I will never forget her coming to comfort me at 2, or 3 am, nightly almost, with me having lucid night terrors and nightmares. Quite honestly there are countless more things I could tell you about, maybe I will someday.

Strength, stubbornness, intelligence, fury, love. These are some of the traits which have helped us, notably over the six months we fought cancer, and have helped me since Nan’s passing, which I see as being a gift from her to me. Nan never wanted to develop illnesses which affect the mind, and those traits helped to do that, I believe. Nan, much like myself, has the strength, and streak in us of defiance, which can be seen as character flaws to some. But without defiance, we wouldn’t have achieved what we did together by defying what we were told was impossible!

Nan’s dying wish was to pass away at home, to never be discarded to some old people's home, or hospice, to be treated by someone who just nods and smiles, and dismisses her the second they walk away and onto the next person. Her strength, intelligence, stubbornness, fury, defiance and love prevented that outcome which was also passed on to me. She gave me her strength, intelligence, stubbornness, fury, defiance and love, and we fought together. Nan gave me all I needed to aid her in her quest to stay at home, just like Nan gave her all, her absolute everything to help me be here today. She gave her heart, mind and soul to stay at home and fought hard, really hard, and me having the privilege of caring for her 24/7 intensely, has changed me forever.

I have found and lost a person who in her final six months, and despite our closeness raising me from six months old, became much closer than I ever understood a relationship between an (effectively) mother and son could be possible or even any relationship through a bond. We fought so hard together, mostly on our own. Sleepless nights, paramedics, hygiene, medications, adapting how to best help and changing with the tide on a daily basis from weekly, then down to hourly. We came up with ways of doing things which prevented as much stress as possible and we demonstrated to, at times also corrected, the health care professionals on our new moves. Such as a bear hug when Nan is lying down on the bed, and I stood over her from the side as it makes it much easier to slide her back up to the pillow area, and takes just two seconds rather than 4 people on either side holding the edges of a wendy sheet and them all struggling; while Nan lay there in pain on the specially designed hospital bed in the living room/lounge. That was our battlefield, the war room in which we fought and turned into a small hospital with all the equipment required. There is so much more I could write about this but it isn’t right to do so, just know that many methods we employed and we got creative with it, all to keep Nan at home, and for me to honour my vow.

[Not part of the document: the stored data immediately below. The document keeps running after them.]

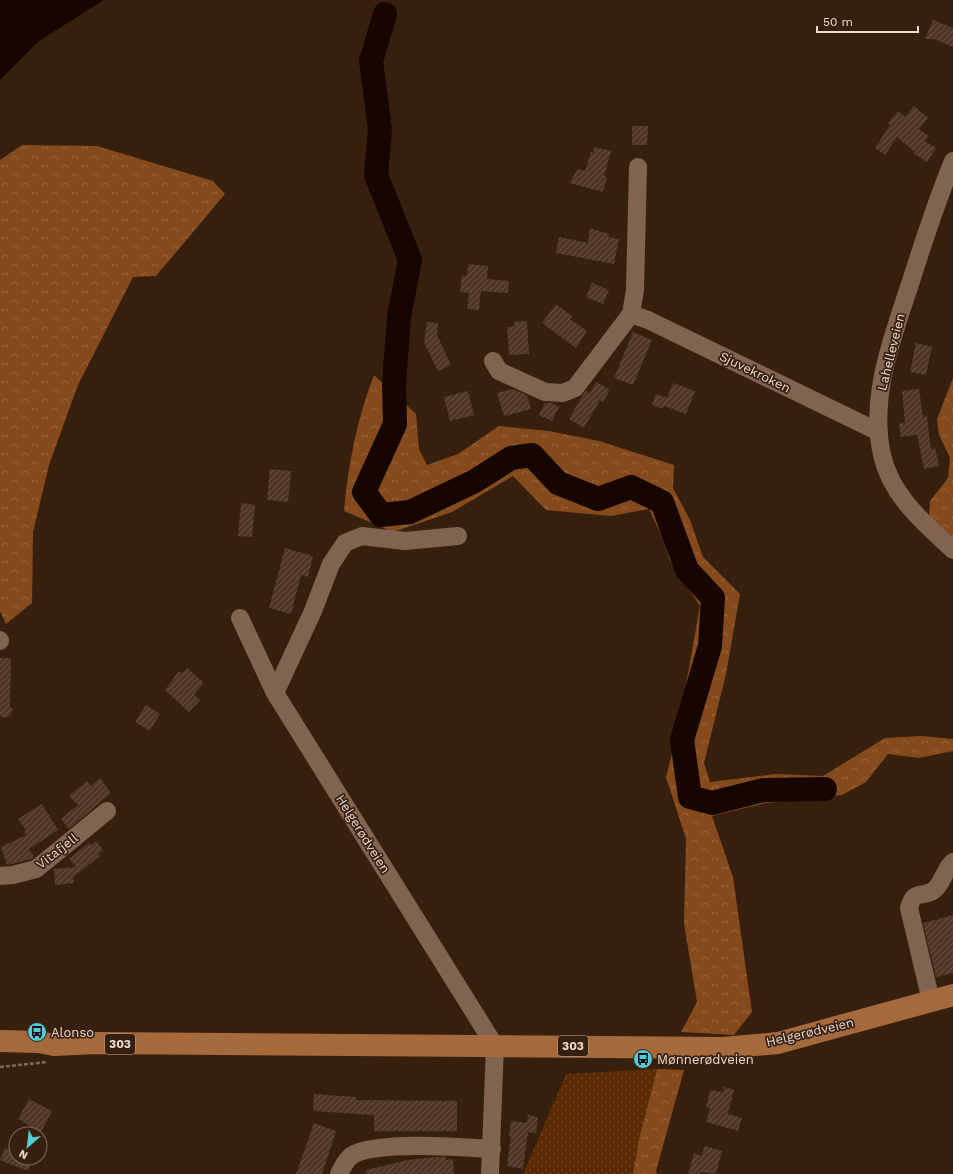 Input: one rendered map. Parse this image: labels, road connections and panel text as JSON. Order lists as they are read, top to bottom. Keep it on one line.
{"streets":{"main road":["Helgerødveien","303"],"street":["Lahelleveien","Sjuvekroken","Vitafjell"]},"crossings":[["Lahelleveien","Sjuvekroken"]],"places":{"bus stop":["Alonso","Mønnerødveien"]},"scale_bar":"50 m","north":"bottom left"} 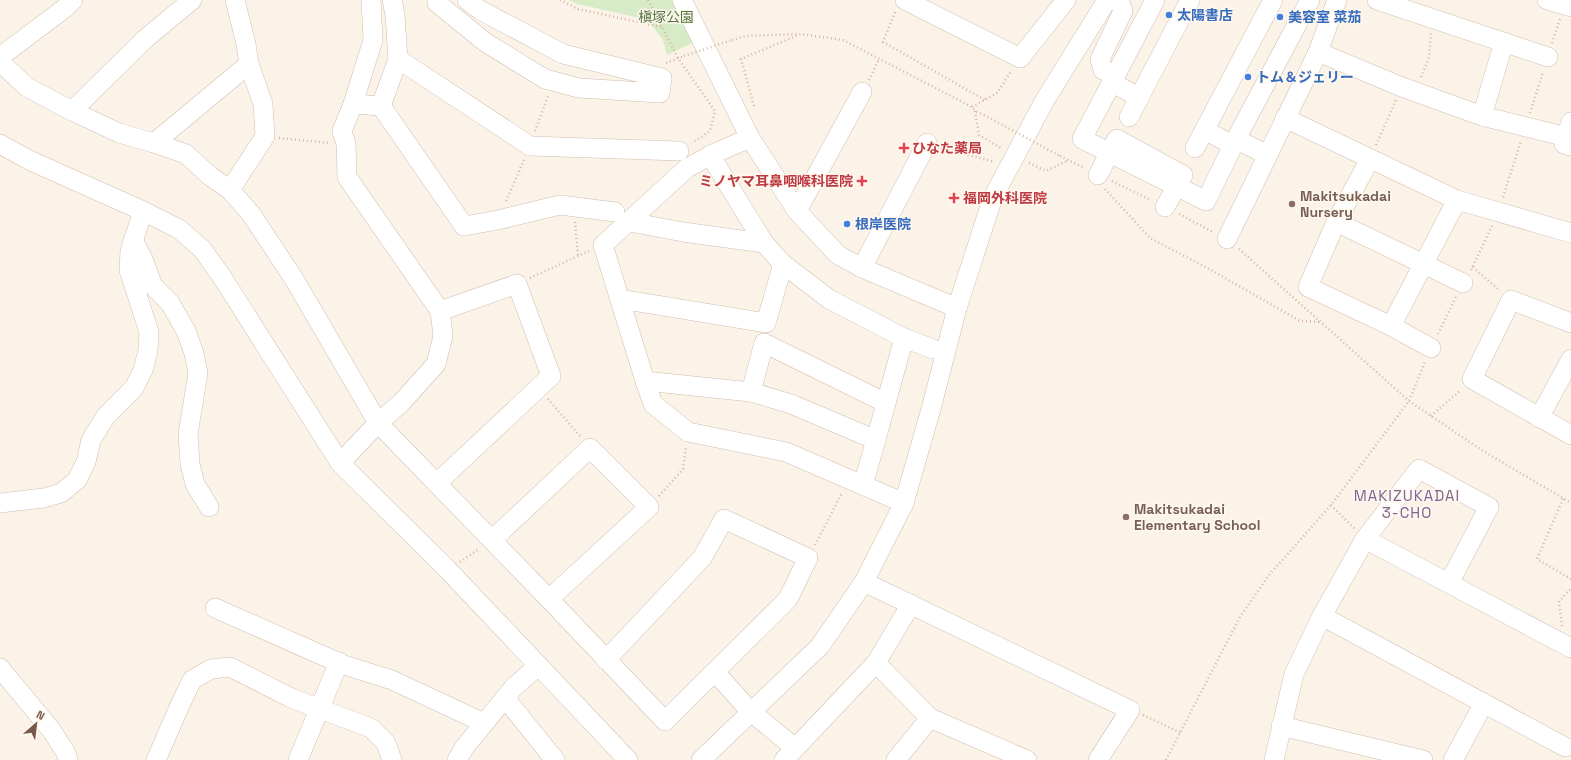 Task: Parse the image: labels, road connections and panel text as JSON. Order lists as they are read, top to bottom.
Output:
{
  "districts": ["MAKIZUKADAI 3-CHO"],
  "parks": ["槇塚公園"],
  "places": {
    "other": [
      "太陽書店",
      "美容室 菜茄",
      "トム＆ジェリー",
      "Makitsukadai Nursery",
      "根岸医院",
      "Makitsukadai Elementary School"
    ],
    "health": ["ひなた薬局", "ミノヤマ耳鼻咽喉科医院", "福岡外科医院"]
  },
  "north": "top right"
}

Since the experience and duty of my vow to aid her as best as I possibly could, I am different, changed, enlightened and wiser.

Dear Nan,

Yes, we had time, we knew where we were headed together, and of course, I am deeply hurting but…I don’t expect others to understand how I feel because while I feel a sense of pride in what we accomplished, I’m also happy for you because we won, you won a battle we were told we couldn’t. We accomplished something together that I was told by the healthcare professionals at the top of their game, was incredibly hard to achieve and what you and I did together was so very rare and special. But in truth it was all you, you did it, you guided us all, me especially, on what to do and how to be so strong doing it. You won your biggest battle of an unwinnable war cancer waged with you, and it was the biggest honour of my life to be the one at your side to witness and tell your story. You taught me how to be strong, intelligent, stubborn, with fury and defiance in the face of the fight for your life. It was not us alone though, our dog was and is the third wheel who worked as hard as we did, bless her. She guarded, cuddled, comforted, and acted as a rapid alarm should all else have failed us.

We both miss you immensely and immeasurably. Thank you for giving us everything, your absolute best, along with Grandad who left us too soon, have given me a chance at a future. I tried to fight, and to give you my very best, and now, I will give that future and our dog’s future my all. Which you have taught me how to do.